§ **AIM OF THE TASK**: Reproduce, without alteration, every line of the data; exclude the images.

*** MATERIAL SUPPLIED

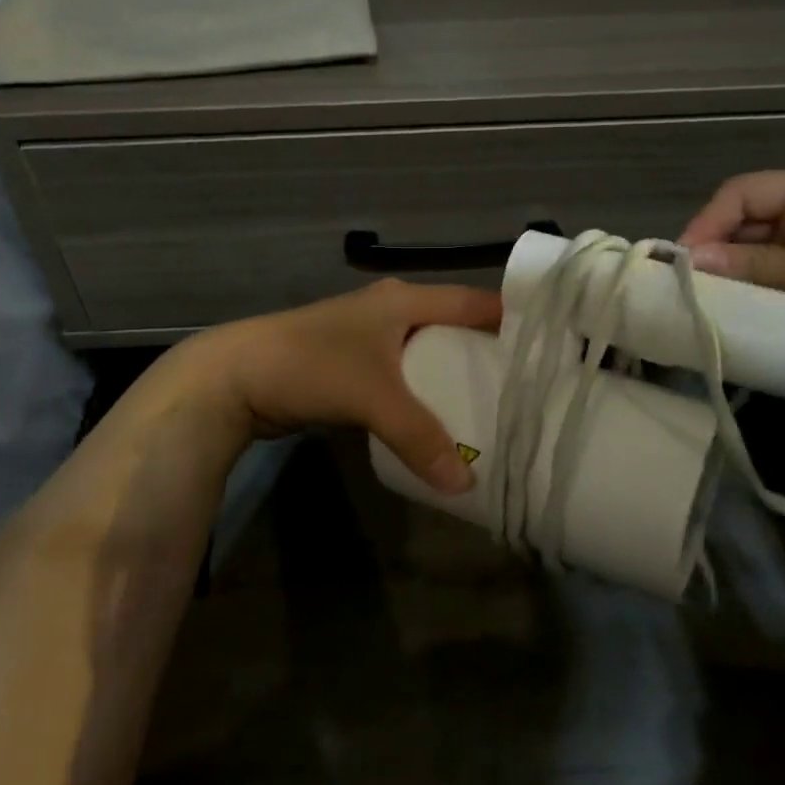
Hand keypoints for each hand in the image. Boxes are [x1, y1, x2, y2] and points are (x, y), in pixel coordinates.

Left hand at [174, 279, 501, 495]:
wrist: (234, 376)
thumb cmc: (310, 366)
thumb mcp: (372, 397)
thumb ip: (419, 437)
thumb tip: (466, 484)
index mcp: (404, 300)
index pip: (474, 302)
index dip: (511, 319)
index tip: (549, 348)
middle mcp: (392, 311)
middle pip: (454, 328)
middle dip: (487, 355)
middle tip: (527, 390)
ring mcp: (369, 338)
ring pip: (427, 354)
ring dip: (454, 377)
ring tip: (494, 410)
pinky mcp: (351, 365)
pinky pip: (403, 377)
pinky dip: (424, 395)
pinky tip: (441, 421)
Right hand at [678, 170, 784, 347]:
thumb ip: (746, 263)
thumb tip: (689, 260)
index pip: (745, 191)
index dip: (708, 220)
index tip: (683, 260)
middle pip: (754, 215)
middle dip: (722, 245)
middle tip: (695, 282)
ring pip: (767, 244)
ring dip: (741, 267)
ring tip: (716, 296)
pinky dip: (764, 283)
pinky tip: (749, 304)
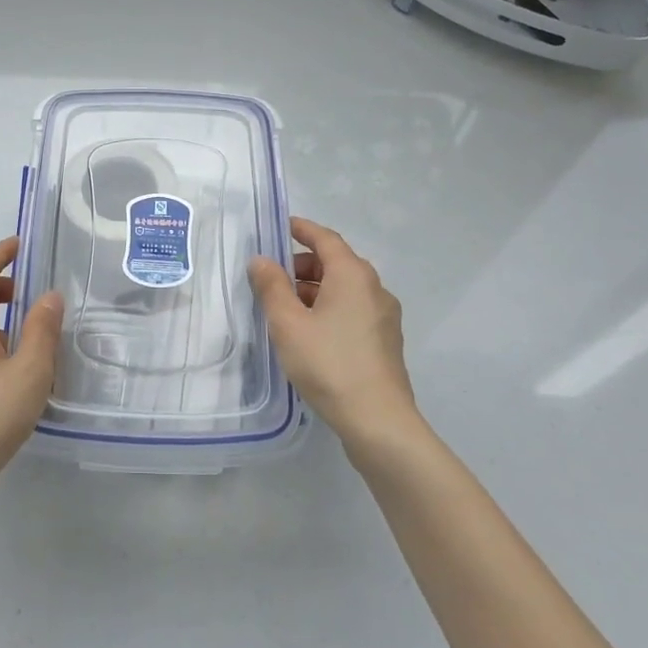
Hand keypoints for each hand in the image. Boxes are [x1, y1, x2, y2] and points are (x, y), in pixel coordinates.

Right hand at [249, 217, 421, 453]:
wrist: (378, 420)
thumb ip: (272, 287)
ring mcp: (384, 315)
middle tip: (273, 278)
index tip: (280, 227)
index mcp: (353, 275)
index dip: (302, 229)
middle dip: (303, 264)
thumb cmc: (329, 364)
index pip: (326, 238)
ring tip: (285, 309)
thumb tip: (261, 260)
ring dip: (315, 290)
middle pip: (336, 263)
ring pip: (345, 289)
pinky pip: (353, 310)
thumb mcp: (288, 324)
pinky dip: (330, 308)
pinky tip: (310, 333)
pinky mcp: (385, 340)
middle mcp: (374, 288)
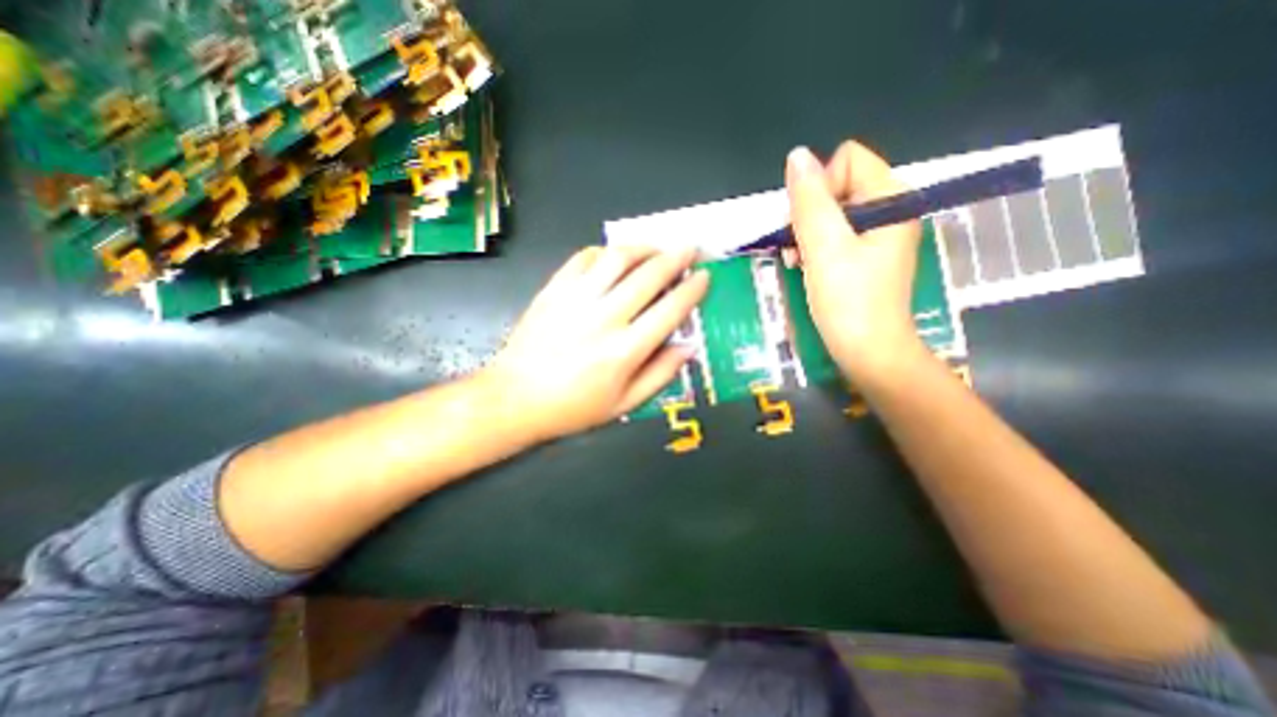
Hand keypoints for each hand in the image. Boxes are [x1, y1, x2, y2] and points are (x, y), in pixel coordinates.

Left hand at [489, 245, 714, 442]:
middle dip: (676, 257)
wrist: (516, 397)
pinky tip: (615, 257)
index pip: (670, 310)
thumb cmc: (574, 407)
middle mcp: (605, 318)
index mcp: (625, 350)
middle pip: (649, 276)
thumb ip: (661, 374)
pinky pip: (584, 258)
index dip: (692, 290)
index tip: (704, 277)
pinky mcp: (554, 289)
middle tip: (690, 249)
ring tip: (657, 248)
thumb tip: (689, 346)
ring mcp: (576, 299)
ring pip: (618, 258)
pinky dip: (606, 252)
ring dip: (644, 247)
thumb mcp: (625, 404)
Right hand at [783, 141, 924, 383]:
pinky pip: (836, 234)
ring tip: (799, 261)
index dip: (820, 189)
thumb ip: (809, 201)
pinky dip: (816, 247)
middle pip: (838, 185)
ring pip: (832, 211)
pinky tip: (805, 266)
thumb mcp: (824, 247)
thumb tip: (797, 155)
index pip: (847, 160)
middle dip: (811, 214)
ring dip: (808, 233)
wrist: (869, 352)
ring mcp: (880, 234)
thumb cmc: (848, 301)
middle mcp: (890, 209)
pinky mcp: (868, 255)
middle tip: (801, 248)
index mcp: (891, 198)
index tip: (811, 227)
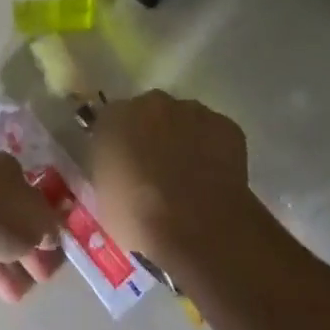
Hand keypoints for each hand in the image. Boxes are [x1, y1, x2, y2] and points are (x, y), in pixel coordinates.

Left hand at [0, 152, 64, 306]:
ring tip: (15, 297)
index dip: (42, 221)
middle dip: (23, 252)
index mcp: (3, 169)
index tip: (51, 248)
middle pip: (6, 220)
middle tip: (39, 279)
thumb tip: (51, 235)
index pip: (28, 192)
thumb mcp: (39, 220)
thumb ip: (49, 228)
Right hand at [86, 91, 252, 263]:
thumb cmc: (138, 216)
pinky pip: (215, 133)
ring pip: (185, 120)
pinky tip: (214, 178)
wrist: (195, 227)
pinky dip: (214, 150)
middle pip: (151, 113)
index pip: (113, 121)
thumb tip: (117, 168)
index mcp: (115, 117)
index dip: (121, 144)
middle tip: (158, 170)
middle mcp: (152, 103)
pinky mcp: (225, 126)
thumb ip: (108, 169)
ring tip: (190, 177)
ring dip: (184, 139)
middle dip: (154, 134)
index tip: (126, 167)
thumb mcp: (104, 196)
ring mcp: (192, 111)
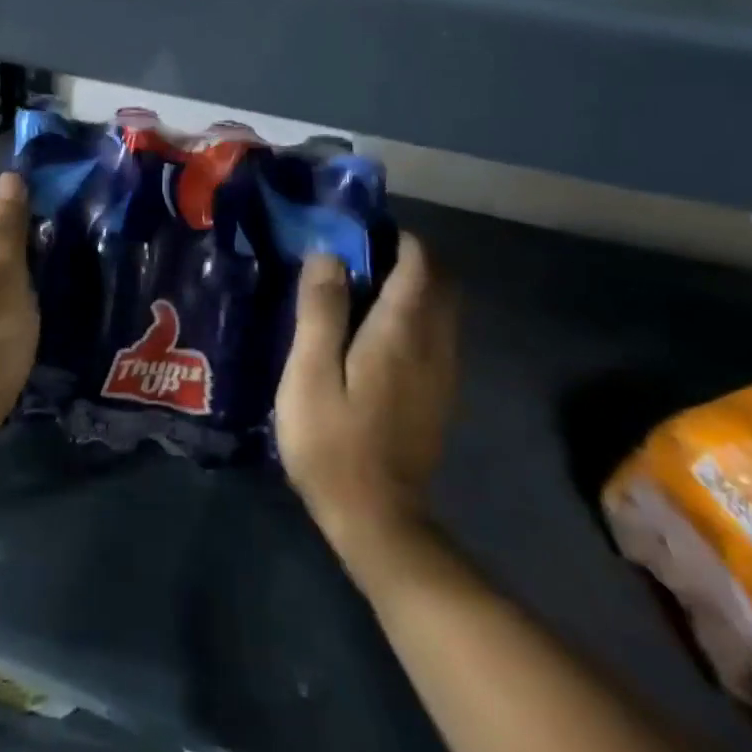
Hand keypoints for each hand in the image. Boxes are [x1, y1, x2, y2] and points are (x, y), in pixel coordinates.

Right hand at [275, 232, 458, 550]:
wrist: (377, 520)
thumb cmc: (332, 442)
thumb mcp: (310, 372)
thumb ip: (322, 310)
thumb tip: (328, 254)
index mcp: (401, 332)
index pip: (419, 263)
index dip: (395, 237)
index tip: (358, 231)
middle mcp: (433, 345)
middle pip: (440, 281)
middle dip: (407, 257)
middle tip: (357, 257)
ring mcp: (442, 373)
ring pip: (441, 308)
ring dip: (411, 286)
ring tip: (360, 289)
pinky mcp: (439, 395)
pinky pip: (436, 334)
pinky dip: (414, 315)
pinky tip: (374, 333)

******

§ **EXERCISE SOLUTION**:
Hand keypoints for each hand in the image. Boxes are [x1, y1, x2, y2] and points are (x, y), in pixel coordinates.

Left hand at [174, 279, 501, 495]:
wrist: (234, 376)
thumb cmc: (310, 366)
thumb mcp: (372, 397)
thumb ip: (419, 437)
thumb tip: (466, 484)
index mcp: (404, 300)
index pip: (474, 302)
index dip: (511, 319)
index tip: (549, 348)
middle mcp: (392, 311)
middle pip: (454, 328)
middle dip: (487, 355)
middle tip: (527, 390)
ring mcp: (369, 338)
ring pip: (427, 354)
ring dip: (454, 377)
ring tip: (494, 410)
pinky mcp: (351, 365)
pinky pip: (403, 377)
pinky dip: (424, 395)
pinky tip: (441, 421)
Right hand at [678, 170, 784, 347]:
thumb ip: (746, 263)
thumb tip: (689, 260)
index pip: (745, 191)
index dip: (708, 220)
index tip: (683, 260)
middle pip: (754, 215)
middle dip: (722, 245)
middle tip: (695, 282)
ring pip: (767, 244)
ring dip: (741, 267)
ring tip: (716, 296)
pinky dip: (764, 283)
pinky tip: (749, 304)
Hand keypoints for each hand in the image. Boxes are [x1, y1, x2, y2] and points are (x, y), in pixel coordinates.

Right hand at [249, 217, 421, 453]:
wrist: (378, 420)
thumb ip: (272, 287)
ring mcp: (384, 315)
middle tip: (273, 278)
index tip: (280, 227)
index mcp: (353, 275)
index dip: (302, 229)
middle dip: (303, 264)
thumb cmc: (329, 364)
index pip: (326, 238)
ring tip: (285, 309)
thumb tip: (261, 260)
ring dip: (315, 290)
middle pip: (336, 263)
ring pip: (345, 289)
pinky pip: (353, 310)
thumb mcp: (288, 324)
pinky dip: (330, 308)
pinky tip: (310, 333)
pinky mcp: (385, 340)
middle mcp: (374, 288)
Hand keypoints for each hand in the image. Boxes are [x1, y1, x2, y2] and points are (x, y), in pixel coordinates.

Left hand at [489, 245, 714, 442]:
middle dip: (676, 257)
wrist: (516, 397)
pinky tip: (615, 257)
index pip: (670, 310)
thumb cmc: (574, 407)
middle mcp: (605, 318)
index mcp: (625, 350)
middle pip: (649, 276)
thumb ip: (661, 374)
pinky pip: (584, 258)
index dip: (692, 290)
index tip: (704, 277)
pinky mcp: (554, 289)
middle tip: (690, 249)
ring tip: (657, 248)
thumb tip: (689, 346)
ring mcp: (576, 299)
ring pip: (618, 258)
pinky dip: (606, 252)
ring dip: (644, 247)
thumb mcp: (625, 404)
Right hand at [783, 141, 924, 383]:
pinky pip: (836, 234)
ring tip: (799, 261)
index dip: (820, 189)
thumb ip: (809, 201)
pinky dip: (816, 247)
middle pip: (838, 185)
ring pip: (832, 211)
pinky tip: (805, 266)
thumb mcp: (824, 247)
thumb tip: (797, 155)
index pip: (847, 160)
middle dip: (811, 214)
ring dip: (808, 233)
wrist: (869, 352)
ring mcp: (880, 234)
thumb cmc: (848, 301)
middle mcp: (890, 209)
pinky mcp: (868, 255)
middle tip: (801, 248)
index mcp: (891, 198)
index tip: (811, 227)
Hand keypoints for each hand in the image. Boxes are [x1, y1, x2, y2] and points are (x, y), in pixel coordinates.

Left hand at [0, 152, 64, 306]:
ring tip: (15, 297)
index dip: (42, 221)
middle dip: (23, 252)
index mcp: (3, 169)
index tip: (51, 248)
middle pip: (6, 220)
middle tip: (39, 279)
thumb tip: (51, 235)
index pip: (28, 192)
thumb mcp: (39, 220)
thumb ip: (49, 228)
Right hand at [86, 91, 252, 263]:
thumb cmc: (138, 216)
pinky pip: (215, 133)
ring pip: (185, 120)
pinky tip: (214, 178)
wrist: (195, 227)
pinky dip: (214, 150)
middle pip: (151, 113)
index pip: (113, 121)
thumb tip: (117, 168)
index mcp: (115, 117)
index dip: (121, 144)
middle tip: (158, 170)
middle mcp: (152, 103)
pinky mcp: (225, 126)
thumb ip: (108, 169)
ring tip: (190, 177)
ring dip: (184, 139)
middle dip: (154, 134)
index tip: (126, 167)
thumb mcp: (104, 196)
ring mcp: (192, 111)
Hand keypoints for each hand in the image. Boxes are [x1, y1, x2, y2] and points are (x, y), in pixel coordinates.

Right hand at [275, 232, 458, 550]:
wrist: (377, 520)
thumb cmc: (332, 442)
thumb mcp: (310, 372)
thumb ip: (322, 310)
thumb tip: (328, 254)
index mcp: (401, 332)
index pip: (419, 263)
index dip: (395, 237)
index tip: (358, 231)
middle mcp: (433, 345)
middle pip: (440, 281)
middle dip: (407, 257)
middle tip: (357, 257)
ring mcp: (442, 373)
ring pip: (441, 308)
ring dip: (411, 286)
ring tip: (360, 289)
pinky mcp: (439, 395)
pinky pip: (436, 334)
pinky dip: (414, 315)
pinky tip: (374, 333)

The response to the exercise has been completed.